- **Instructions to follow**
Take the line that contains "Build a routing" as the first line and the last line of the material below as the final one; reproduce exactly the lines between, inclusive.

───── Information provided ─────

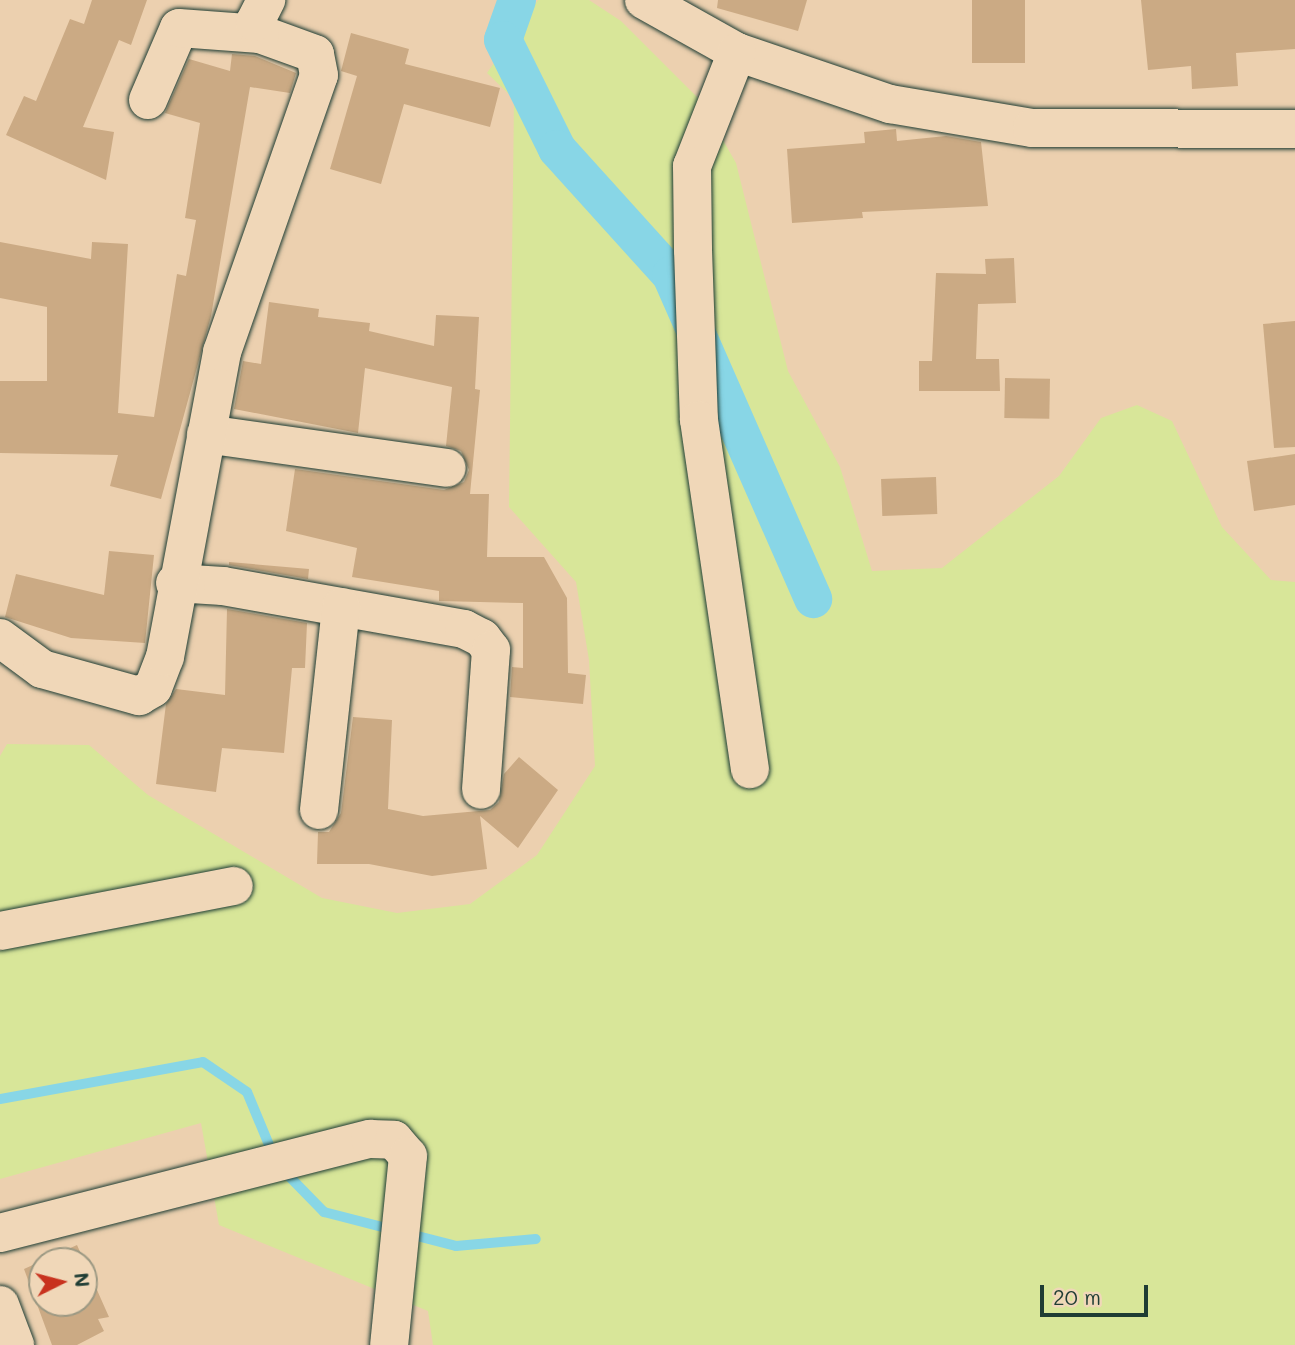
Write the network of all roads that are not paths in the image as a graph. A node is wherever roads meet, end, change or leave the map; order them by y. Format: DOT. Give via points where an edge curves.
graph roads {
  1 [pos="644,0"];
  2 [pos="263,17"];
  3 [pos="737,52"];
  4 [pos="148,100"];
  5 [pos="1295,129"];
  6 [pos="206,434"];
  7 [pos="447,468"];
  8 [pos="175,583"];
  9 [pos="341,607"];
  10 [pos="0,638"];
  11 [pos="750,769"];
  12 [pos="481,790"];
  13 [pos="319,810"];
  14 [pos="234,886"];
  15 [pos="0,931"];
  16 [pos="0,1233"];
  17 [pos="0,1305"];
  18 [pos="15,1345"];
  19 [pos="389,1345"];
  1 -- 3 [label="street"];
  2 -- 4 [label="street" via="179,29"];
  2 -- 6 [label="street" via="315,54 318,75 222,352"];
  3 -- 5 [label="street" via="890,104 1032,128"];
  3 -- 11 [label="street" via="692,166 693,250 699,420"];
  6 -- 7 [label="street"];
  6 -- 8 [label="street"];
  8 -- 9 [label="street"];
  8 -- 10 [label="street" via="165,657 153,688 139,696 42,669"];
  9 -- 12 [label="street" via="464,629 491,650"];
  9 -- 13 [label="street"];
  14 -- 15 [label="street"];
  16 -- 19 [label="street" via="370,1139 394,1140 408,1156"];
  17 -- 18 [label="street"];
}
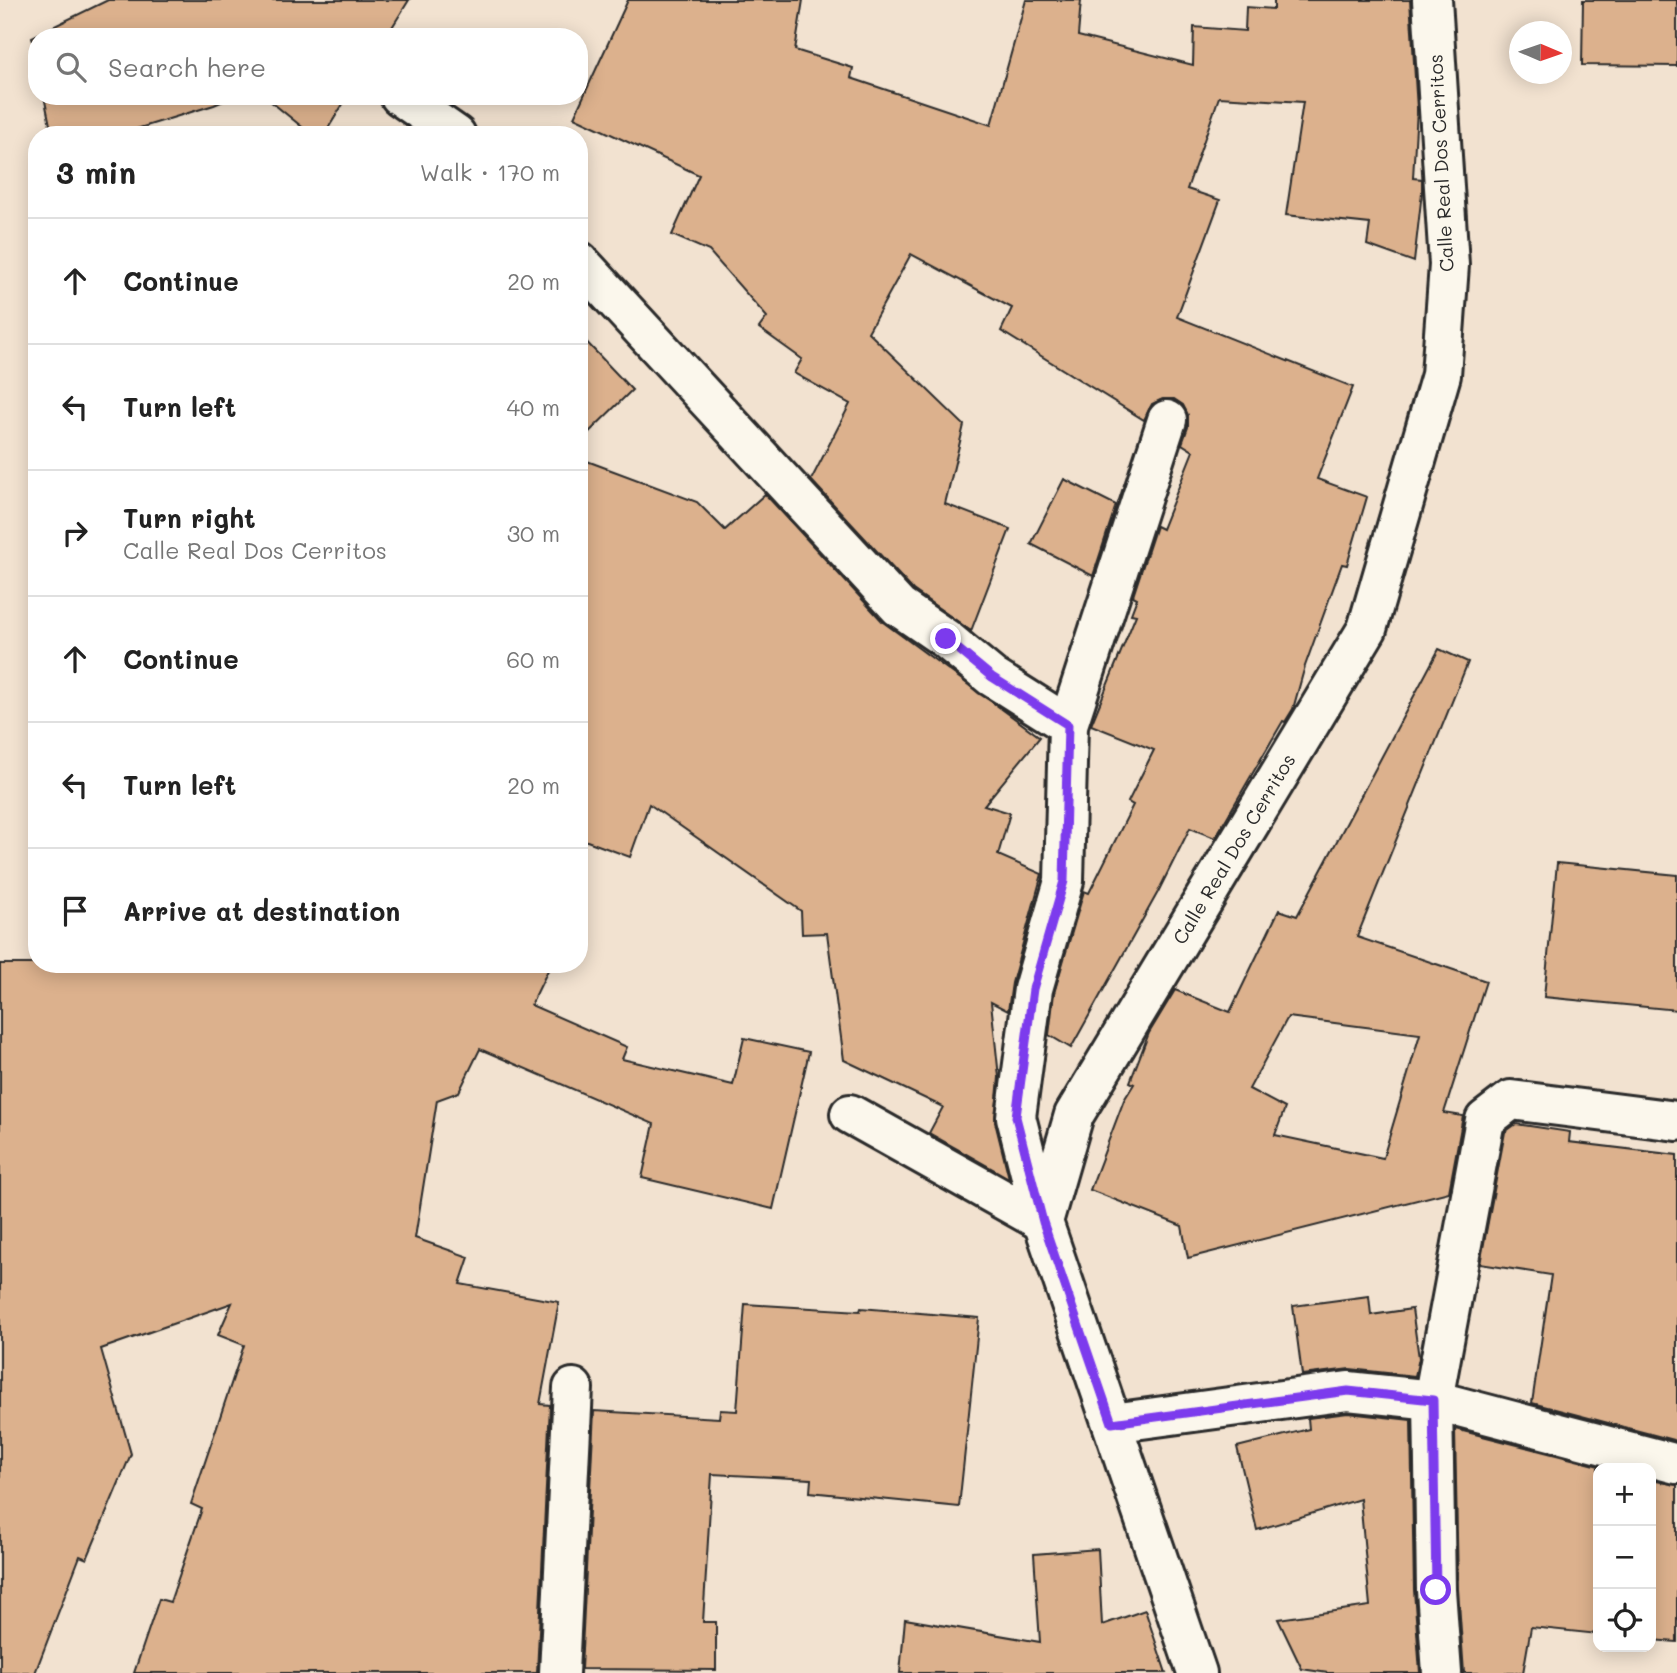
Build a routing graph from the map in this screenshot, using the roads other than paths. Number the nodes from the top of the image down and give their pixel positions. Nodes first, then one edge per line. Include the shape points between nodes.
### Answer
1 (1432, 0) edge
2 (413, 105) edge
3 (443, 126) edge
4 (588, 271) edge
5 (1167, 420) dead end
6 (1068, 725) junction
7 (850, 1114) dead end
8 (1677, 1121) edge
9 (1043, 1222) junction
10 (573, 1388) dead end
11 (1433, 1400) junction
12 (1112, 1423) junction
13 (1677, 1464) edge
14 (559, 1673) edge
15 (1197, 1673) edge
16 (1442, 1673) edge

1 - 9 street, Calle Real Dos Cerritos via 1449,265 1441,375 1367,629 1074,1115
2 - 3 street
4 - 6 street via 899,607 992,677
5 - 6 street
6 - 9 street via 1064,881 1033,989 1016,1117
7 - 9 street
8 - 11 street via 1511,1100 1485,1120
9 - 12 street
10 - 14 street
11 - 12 street via 1348,1391
11 - 13 street
11 - 16 street
12 - 15 street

─────

- **Response area**
Build a routing graph from the map in this screenshot, using the roads other than paths. Number the nodes from the top of the image down and give their pixel positions. Nodes first, then one edge per line. Include the shape points between nodes.
### Answer
1 (1432, 0) edge
2 (413, 105) edge
3 (443, 126) edge
4 (588, 271) edge
5 (1167, 420) dead end
6 (1068, 725) junction
7 (850, 1114) dead end
8 (1677, 1121) edge
9 (1043, 1222) junction
10 (573, 1388) dead end
11 (1433, 1400) junction
12 (1112, 1423) junction
13 (1677, 1464) edge
14 (559, 1673) edge
15 (1197, 1673) edge
16 (1442, 1673) edge

1 - 9 street, Calle Real Dos Cerritos via 1449,265 1441,375 1367,629 1074,1115
2 - 3 street
4 - 6 street via 899,607 992,677
5 - 6 street
6 - 9 street via 1064,881 1033,989 1016,1117
7 - 9 street
8 - 11 street via 1511,1100 1485,1120
9 - 12 street
10 - 14 street
11 - 12 street via 1348,1391
11 - 13 street
11 - 16 street
12 - 15 street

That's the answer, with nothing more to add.